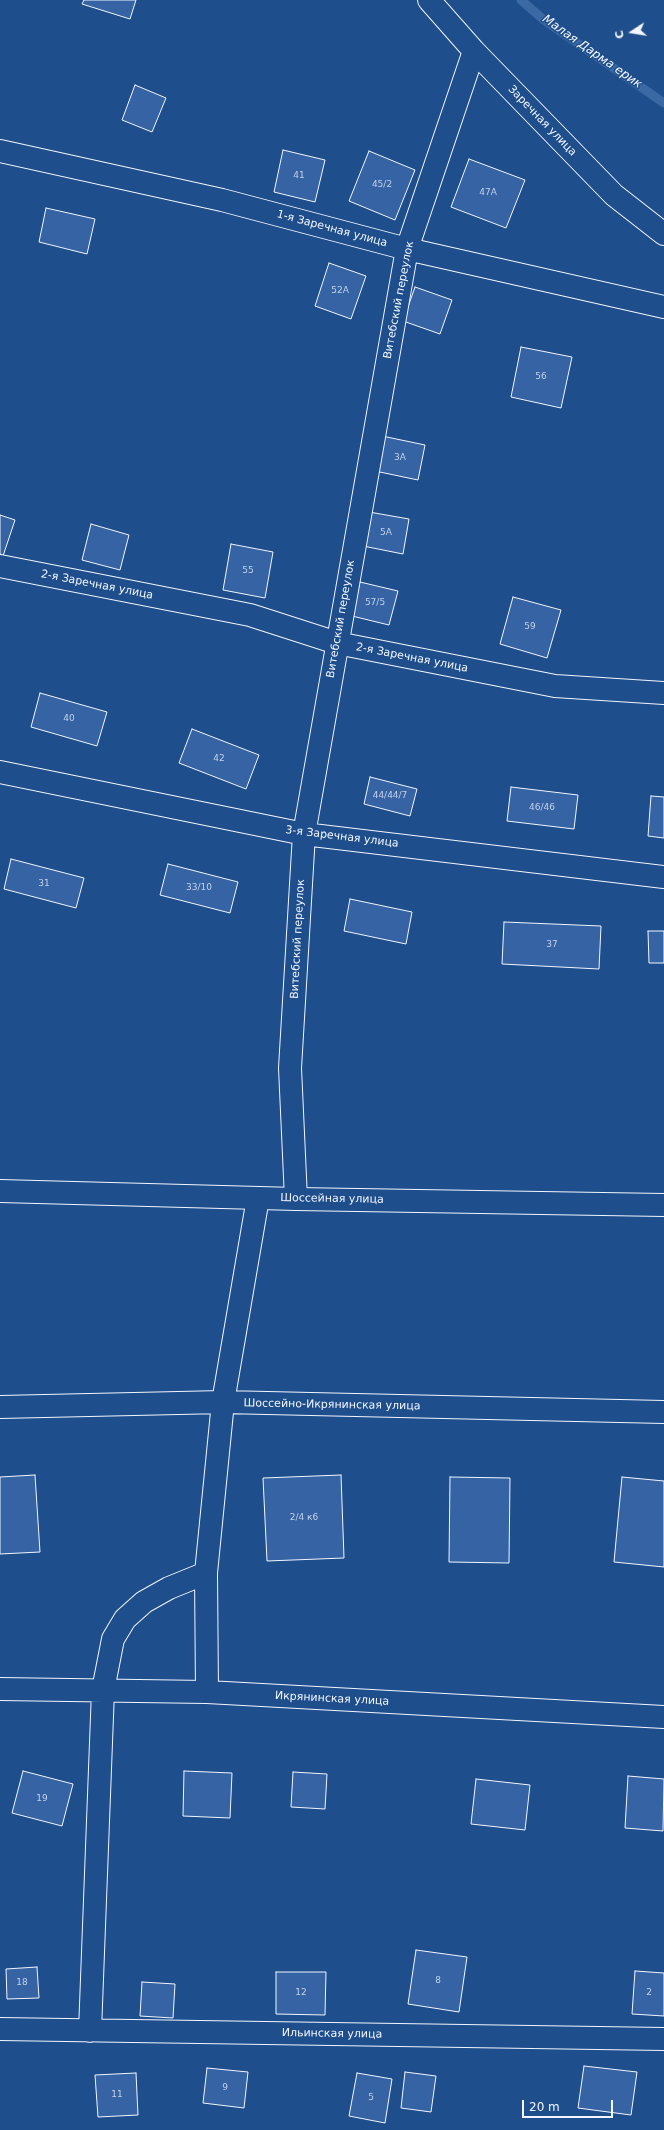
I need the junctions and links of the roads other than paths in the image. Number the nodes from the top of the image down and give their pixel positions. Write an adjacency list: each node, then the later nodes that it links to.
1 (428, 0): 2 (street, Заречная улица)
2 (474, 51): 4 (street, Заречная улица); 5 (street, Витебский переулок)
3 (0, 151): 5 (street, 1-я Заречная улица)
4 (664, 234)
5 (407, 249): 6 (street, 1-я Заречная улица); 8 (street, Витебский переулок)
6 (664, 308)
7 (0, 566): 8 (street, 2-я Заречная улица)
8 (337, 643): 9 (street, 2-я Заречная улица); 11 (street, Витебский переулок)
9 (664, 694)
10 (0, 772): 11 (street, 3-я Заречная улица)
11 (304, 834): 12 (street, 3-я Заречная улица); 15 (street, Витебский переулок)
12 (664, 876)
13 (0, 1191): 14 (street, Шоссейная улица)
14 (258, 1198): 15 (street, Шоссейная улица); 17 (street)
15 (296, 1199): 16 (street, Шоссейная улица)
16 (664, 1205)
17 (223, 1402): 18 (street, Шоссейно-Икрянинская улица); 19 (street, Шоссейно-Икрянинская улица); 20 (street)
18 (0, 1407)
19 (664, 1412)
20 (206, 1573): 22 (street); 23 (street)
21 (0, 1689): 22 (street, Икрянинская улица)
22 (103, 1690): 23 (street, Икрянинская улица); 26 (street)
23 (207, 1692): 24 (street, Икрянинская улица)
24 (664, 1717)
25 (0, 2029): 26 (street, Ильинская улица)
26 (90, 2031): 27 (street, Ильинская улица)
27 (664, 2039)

Your objective ▸ Among the lines above, find each one containing the string "Витебский" and copy it.

Exercise output ▸
2 (474, 51): 4 (street, Заречная улица); 5 (street, Витебский переулок)
5 (407, 249): 6 (street, 1-я Заречная улица); 8 (street, Витебский переулок)
8 (337, 643): 9 (street, 2-я Заречная улица); 11 (street, Витебский переулок)
11 (304, 834): 12 (street, 3-я Заречная улица); 15 (street, Витебский переулок)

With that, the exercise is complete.